Task brief
Please set down the records below exactly as they appear.

Supplied records
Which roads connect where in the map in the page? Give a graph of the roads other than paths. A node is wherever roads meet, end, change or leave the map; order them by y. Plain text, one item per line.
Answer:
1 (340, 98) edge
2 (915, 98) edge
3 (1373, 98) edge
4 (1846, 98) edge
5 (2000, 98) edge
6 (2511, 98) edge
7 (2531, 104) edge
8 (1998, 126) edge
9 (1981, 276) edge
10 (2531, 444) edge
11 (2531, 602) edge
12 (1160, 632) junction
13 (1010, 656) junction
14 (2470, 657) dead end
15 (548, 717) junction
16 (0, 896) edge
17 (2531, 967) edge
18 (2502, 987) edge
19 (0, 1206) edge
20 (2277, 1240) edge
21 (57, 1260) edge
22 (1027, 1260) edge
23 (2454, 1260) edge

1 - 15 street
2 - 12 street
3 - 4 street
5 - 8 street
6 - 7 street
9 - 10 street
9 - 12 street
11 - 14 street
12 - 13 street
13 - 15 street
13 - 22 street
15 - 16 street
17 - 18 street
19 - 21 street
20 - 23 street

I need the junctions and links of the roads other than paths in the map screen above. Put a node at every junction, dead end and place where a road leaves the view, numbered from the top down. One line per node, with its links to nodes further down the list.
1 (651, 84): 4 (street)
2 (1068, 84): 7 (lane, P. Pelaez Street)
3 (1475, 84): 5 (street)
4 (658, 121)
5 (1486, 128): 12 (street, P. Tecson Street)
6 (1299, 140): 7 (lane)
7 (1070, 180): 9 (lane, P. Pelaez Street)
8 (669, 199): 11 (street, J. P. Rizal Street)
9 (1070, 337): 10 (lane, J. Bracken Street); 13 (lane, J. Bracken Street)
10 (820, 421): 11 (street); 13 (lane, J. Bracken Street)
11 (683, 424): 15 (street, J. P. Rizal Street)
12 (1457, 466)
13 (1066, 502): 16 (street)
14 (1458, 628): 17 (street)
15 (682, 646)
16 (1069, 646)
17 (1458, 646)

Completed exercise
Which roads connect where in the map in the page? Give a graph of the roads other than paths. A node is wherever roads meet, end, change or leave the map; order them by y. Plain text, one item per line.
Answer:
1 (340, 98) edge
2 (915, 98) edge
3 (1373, 98) edge
4 (1846, 98) edge
5 (2000, 98) edge
6 (2511, 98) edge
7 (2531, 104) edge
8 (1998, 126) edge
9 (1981, 276) edge
10 (2531, 444) edge
11 (2531, 602) edge
12 (1160, 632) junction
13 (1010, 656) junction
14 (2470, 657) dead end
15 (548, 717) junction
16 (0, 896) edge
17 (2531, 967) edge
18 (2502, 987) edge
19 (0, 1206) edge
20 (2277, 1240) edge
21 (57, 1260) edge
22 (1027, 1260) edge
23 (2454, 1260) edge

1 - 15 street
2 - 12 street
3 - 4 street
5 - 8 street
6 - 7 street
9 - 10 street
9 - 12 street
11 - 14 street
12 - 13 street
13 - 15 street
13 - 22 street
15 - 16 street
17 - 18 street
19 - 21 street
20 - 23 street

I need the junctions and links of the roads other than paths in the map screen above. Put a node at every junction, dead end and place where a road leaves the view, numbered from the top down. One line per node, with its links to nodes further down the list.
1 (651, 84): 4 (street)
2 (1068, 84): 7 (lane, P. Pelaez Street)
3 (1475, 84): 5 (street)
4 (658, 121)
5 (1486, 128): 12 (street, P. Tecson Street)
6 (1299, 140): 7 (lane)
7 (1070, 180): 9 (lane, P. Pelaez Street)
8 (669, 199): 11 (street, J. P. Rizal Street)
9 (1070, 337): 10 (lane, J. Bracken Street); 13 (lane, J. Bracken Street)
10 (820, 421): 11 (street); 13 (lane, J. Bracken Street)
11 (683, 424): 15 (street, J. P. Rizal Street)
12 (1457, 466)
13 (1066, 502): 16 (street)
14 (1458, 628): 17 (street)
15 (682, 646)
16 (1069, 646)
17 (1458, 646)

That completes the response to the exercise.